START Information

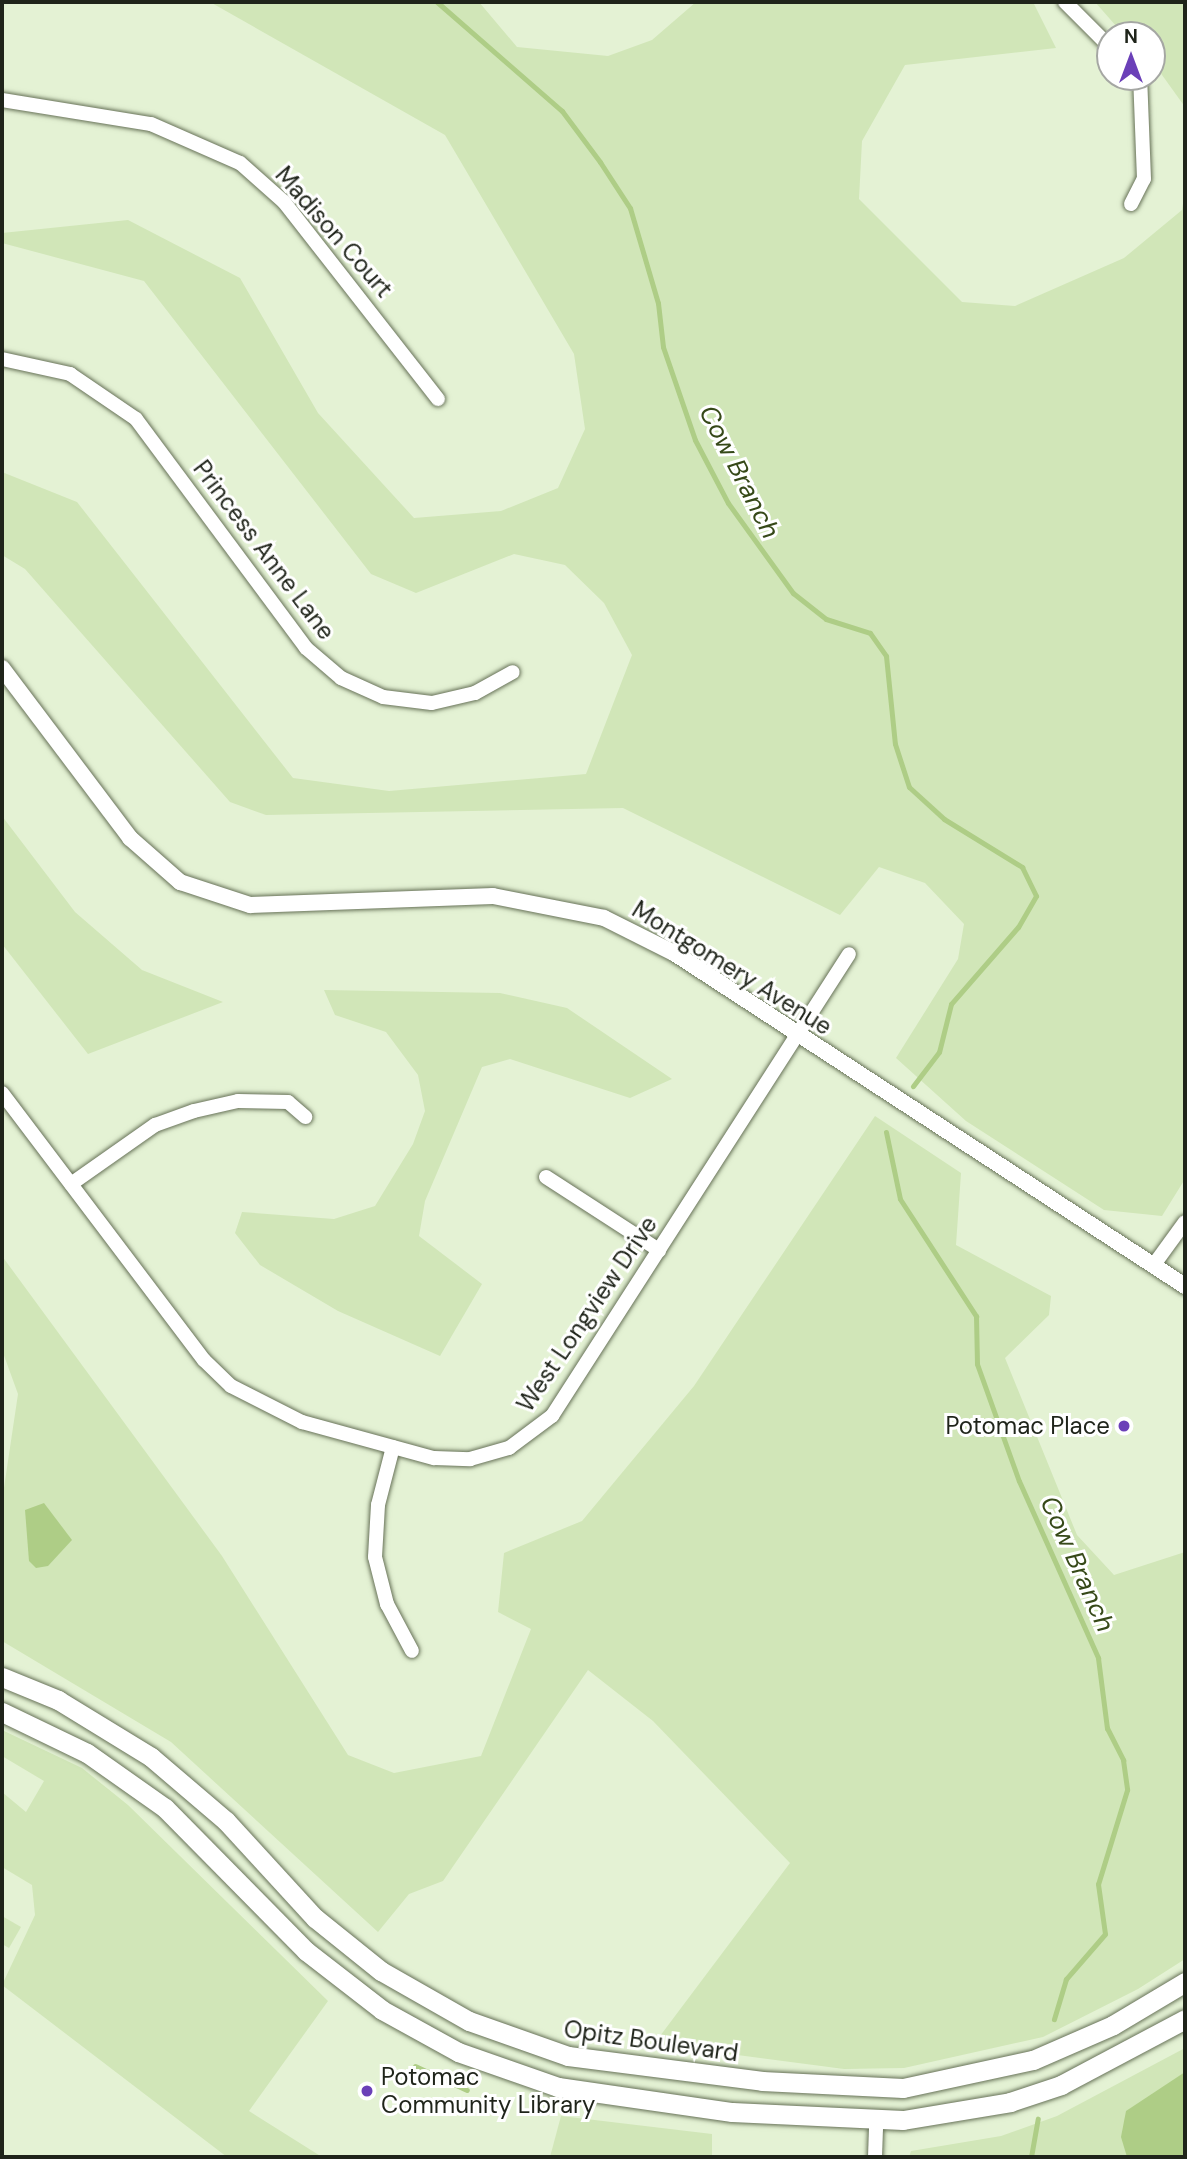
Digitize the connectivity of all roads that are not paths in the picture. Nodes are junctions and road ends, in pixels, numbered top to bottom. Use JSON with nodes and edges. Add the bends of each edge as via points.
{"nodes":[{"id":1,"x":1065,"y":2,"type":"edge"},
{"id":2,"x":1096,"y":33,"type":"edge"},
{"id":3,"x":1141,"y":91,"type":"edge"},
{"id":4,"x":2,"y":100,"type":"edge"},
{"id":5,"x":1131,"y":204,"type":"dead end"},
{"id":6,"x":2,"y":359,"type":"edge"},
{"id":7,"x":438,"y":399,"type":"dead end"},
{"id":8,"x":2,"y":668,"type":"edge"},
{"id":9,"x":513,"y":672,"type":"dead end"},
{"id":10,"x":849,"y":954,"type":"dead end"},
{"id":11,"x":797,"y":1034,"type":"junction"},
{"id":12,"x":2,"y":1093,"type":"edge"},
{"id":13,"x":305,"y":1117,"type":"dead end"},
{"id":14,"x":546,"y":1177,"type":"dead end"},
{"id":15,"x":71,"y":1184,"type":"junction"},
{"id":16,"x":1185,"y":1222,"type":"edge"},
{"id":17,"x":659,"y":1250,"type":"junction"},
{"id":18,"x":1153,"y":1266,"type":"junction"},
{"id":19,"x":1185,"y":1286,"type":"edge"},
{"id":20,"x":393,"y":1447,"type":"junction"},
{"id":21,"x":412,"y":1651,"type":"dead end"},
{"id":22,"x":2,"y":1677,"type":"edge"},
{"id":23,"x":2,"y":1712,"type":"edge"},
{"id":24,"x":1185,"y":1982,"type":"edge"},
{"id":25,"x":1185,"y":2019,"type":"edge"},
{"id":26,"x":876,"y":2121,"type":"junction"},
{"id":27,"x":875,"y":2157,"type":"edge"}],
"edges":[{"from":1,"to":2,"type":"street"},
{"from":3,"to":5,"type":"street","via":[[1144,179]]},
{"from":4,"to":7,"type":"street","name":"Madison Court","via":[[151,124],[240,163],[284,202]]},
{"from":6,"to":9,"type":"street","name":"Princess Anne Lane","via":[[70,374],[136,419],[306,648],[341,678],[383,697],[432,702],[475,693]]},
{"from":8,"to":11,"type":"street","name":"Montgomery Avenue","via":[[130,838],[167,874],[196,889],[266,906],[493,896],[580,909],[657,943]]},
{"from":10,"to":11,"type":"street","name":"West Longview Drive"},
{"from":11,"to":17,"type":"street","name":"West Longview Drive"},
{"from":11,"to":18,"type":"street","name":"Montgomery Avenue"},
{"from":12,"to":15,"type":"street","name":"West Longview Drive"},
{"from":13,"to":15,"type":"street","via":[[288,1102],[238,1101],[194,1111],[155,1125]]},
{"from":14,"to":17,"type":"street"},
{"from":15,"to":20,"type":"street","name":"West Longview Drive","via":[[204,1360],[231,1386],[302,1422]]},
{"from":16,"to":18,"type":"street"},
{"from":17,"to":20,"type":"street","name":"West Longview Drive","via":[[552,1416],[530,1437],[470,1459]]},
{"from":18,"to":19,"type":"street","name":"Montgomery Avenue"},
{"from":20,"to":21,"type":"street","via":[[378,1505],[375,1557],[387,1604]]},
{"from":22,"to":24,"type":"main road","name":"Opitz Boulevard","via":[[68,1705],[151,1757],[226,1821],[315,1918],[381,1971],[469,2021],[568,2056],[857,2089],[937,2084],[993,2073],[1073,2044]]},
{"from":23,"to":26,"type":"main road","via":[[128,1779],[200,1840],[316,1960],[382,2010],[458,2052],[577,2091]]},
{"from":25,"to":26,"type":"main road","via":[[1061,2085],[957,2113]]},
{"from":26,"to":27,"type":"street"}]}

END Information

Skipping any images, write out all the data exactly.

Digitize the connectivity of all roads that are not paths in the picture. Nodes are junctions and road ends, in pixels, numbered top to bottom. Use JSON with nodes and edges. Add the bends of each edge as via points.
{"nodes":[{"id":1,"x":1065,"y":2,"type":"edge"},
{"id":2,"x":1096,"y":33,"type":"edge"},
{"id":3,"x":1141,"y":91,"type":"edge"},
{"id":4,"x":2,"y":100,"type":"edge"},
{"id":5,"x":1131,"y":204,"type":"dead end"},
{"id":6,"x":2,"y":359,"type":"edge"},
{"id":7,"x":438,"y":399,"type":"dead end"},
{"id":8,"x":2,"y":668,"type":"edge"},
{"id":9,"x":513,"y":672,"type":"dead end"},
{"id":10,"x":849,"y":954,"type":"dead end"},
{"id":11,"x":797,"y":1034,"type":"junction"},
{"id":12,"x":2,"y":1093,"type":"edge"},
{"id":13,"x":305,"y":1117,"type":"dead end"},
{"id":14,"x":546,"y":1177,"type":"dead end"},
{"id":15,"x":71,"y":1184,"type":"junction"},
{"id":16,"x":1185,"y":1222,"type":"edge"},
{"id":17,"x":659,"y":1250,"type":"junction"},
{"id":18,"x":1153,"y":1266,"type":"junction"},
{"id":19,"x":1185,"y":1286,"type":"edge"},
{"id":20,"x":393,"y":1447,"type":"junction"},
{"id":21,"x":412,"y":1651,"type":"dead end"},
{"id":22,"x":2,"y":1677,"type":"edge"},
{"id":23,"x":2,"y":1712,"type":"edge"},
{"id":24,"x":1185,"y":1982,"type":"edge"},
{"id":25,"x":1185,"y":2019,"type":"edge"},
{"id":26,"x":876,"y":2121,"type":"junction"},
{"id":27,"x":875,"y":2157,"type":"edge"}],
"edges":[{"from":1,"to":2,"type":"street"},
{"from":3,"to":5,"type":"street","via":[[1144,179]]},
{"from":4,"to":7,"type":"street","name":"Madison Court","via":[[151,124],[240,163],[284,202]]},
{"from":6,"to":9,"type":"street","name":"Princess Anne Lane","via":[[70,374],[136,419],[306,648],[341,678],[383,697],[432,702],[475,693]]},
{"from":8,"to":11,"type":"street","name":"Montgomery Avenue","via":[[130,838],[167,874],[196,889],[266,906],[493,896],[580,909],[657,943]]},
{"from":10,"to":11,"type":"street","name":"West Longview Drive"},
{"from":11,"to":17,"type":"street","name":"West Longview Drive"},
{"from":11,"to":18,"type":"street","name":"Montgomery Avenue"},
{"from":12,"to":15,"type":"street","name":"West Longview Drive"},
{"from":13,"to":15,"type":"street","via":[[288,1102],[238,1101],[194,1111],[155,1125]]},
{"from":14,"to":17,"type":"street"},
{"from":15,"to":20,"type":"street","name":"West Longview Drive","via":[[204,1360],[231,1386],[302,1422]]},
{"from":16,"to":18,"type":"street"},
{"from":17,"to":20,"type":"street","name":"West Longview Drive","via":[[552,1416],[530,1437],[470,1459]]},
{"from":18,"to":19,"type":"street","name":"Montgomery Avenue"},
{"from":20,"to":21,"type":"street","via":[[378,1505],[375,1557],[387,1604]]},
{"from":22,"to":24,"type":"main road","name":"Opitz Boulevard","via":[[68,1705],[151,1757],[226,1821],[315,1918],[381,1971],[469,2021],[568,2056],[857,2089],[937,2084],[993,2073],[1073,2044]]},
{"from":23,"to":26,"type":"main road","via":[[128,1779],[200,1840],[316,1960],[382,2010],[458,2052],[577,2091]]},
{"from":25,"to":26,"type":"main road","via":[[1061,2085],[957,2113]]},
{"from":26,"to":27,"type":"street"}]}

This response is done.